How to make static linked ELF file to load LD_PRELOAD .so

Question

I have static linked binary (ELF file) it doesn't have dynamic segment, .dymsym sections and it doesn't perform LD_PRELOAD command and etc. How could i create fake dummy dynamic segment to activate dynamic loader and perform LD_PRELOAD command?

Answer 1

I will start by saying that I don't think that your proposed solution works, but there is a way load dynamic libraries into static binaries (which answers tyour initial question).

How to make static linked ELF file to load LD_PRELOAD .so

To do such you will need to call the linker directly such as ld.so (exactly the same as calling a normal executable). If you are not finding it, check for the following paths:

ls /lib64/ld*
ls /lib/ld*

You shloud find a linker for x86(32bits) and 64bits. Choose the one compatible with binary you want to inject. In fact you can also use --help to show some of the options. The last part is calling the loader with the --preload option and the executable, like this:

/lib64/ld-linux-x86-64.so.2 --preload /path/to/shared_lib.so /path/to/executable

You might want to check ld.so manpages as well.

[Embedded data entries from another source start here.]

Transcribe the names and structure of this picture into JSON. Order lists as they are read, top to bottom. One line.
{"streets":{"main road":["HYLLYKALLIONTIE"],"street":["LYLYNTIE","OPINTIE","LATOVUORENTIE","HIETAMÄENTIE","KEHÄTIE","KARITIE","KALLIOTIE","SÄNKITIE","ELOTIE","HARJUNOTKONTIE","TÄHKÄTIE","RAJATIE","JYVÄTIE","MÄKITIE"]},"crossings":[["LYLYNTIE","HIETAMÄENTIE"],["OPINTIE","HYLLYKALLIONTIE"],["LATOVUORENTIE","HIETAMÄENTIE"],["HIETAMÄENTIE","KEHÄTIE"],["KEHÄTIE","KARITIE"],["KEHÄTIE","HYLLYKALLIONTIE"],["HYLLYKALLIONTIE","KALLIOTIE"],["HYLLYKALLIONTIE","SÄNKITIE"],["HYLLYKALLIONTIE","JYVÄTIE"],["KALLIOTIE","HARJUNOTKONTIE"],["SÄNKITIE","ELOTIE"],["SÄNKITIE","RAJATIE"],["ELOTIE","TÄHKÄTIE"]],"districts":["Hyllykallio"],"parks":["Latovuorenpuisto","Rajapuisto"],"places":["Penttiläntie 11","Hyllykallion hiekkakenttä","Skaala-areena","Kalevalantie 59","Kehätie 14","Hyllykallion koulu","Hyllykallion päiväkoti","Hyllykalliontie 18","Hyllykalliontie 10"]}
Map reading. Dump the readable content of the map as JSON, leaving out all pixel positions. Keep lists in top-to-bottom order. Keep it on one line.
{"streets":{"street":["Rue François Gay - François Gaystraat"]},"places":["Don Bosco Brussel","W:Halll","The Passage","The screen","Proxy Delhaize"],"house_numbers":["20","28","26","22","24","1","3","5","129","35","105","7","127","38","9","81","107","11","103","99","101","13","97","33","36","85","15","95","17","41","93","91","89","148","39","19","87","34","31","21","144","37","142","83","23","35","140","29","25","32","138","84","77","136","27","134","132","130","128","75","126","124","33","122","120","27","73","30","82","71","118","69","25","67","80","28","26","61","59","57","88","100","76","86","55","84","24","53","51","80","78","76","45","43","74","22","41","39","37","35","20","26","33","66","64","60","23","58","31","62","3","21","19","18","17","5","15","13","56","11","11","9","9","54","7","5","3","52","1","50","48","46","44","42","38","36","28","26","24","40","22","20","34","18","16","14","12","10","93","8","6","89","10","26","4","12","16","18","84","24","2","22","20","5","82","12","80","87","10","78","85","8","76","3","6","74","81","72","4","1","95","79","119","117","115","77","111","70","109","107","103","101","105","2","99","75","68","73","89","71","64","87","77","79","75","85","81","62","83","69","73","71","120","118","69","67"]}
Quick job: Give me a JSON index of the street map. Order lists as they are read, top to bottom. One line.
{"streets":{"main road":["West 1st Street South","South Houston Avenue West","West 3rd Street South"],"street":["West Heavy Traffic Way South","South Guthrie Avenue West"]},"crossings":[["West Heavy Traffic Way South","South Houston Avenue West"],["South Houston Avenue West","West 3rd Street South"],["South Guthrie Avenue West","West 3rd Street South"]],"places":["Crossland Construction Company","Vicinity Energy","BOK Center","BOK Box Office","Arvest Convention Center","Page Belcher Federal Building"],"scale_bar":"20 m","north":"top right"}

NOTE: This will not replace the symbols on the binary (aka replacing with the injected implementation), however this can be useful for enabling restrictions on the process with things like SECCOMP or Landlock LSM.

Answer 2

How could i create fake dummy dynamic segment to activate dynamic loader and perform LD_PRELOAD command?

You can't.

Even if you could, getting LD_PRELOAD to preload something would still be useless: usually you want to interpose some symbols in your LD_PRELOADed library, but that requires these symbols to be unresolved in the main binary, or at least exported in its dynamic symbol table. A statically linked executable doesn't have any unresolved symbols, nor a dynamic symbol table by definition.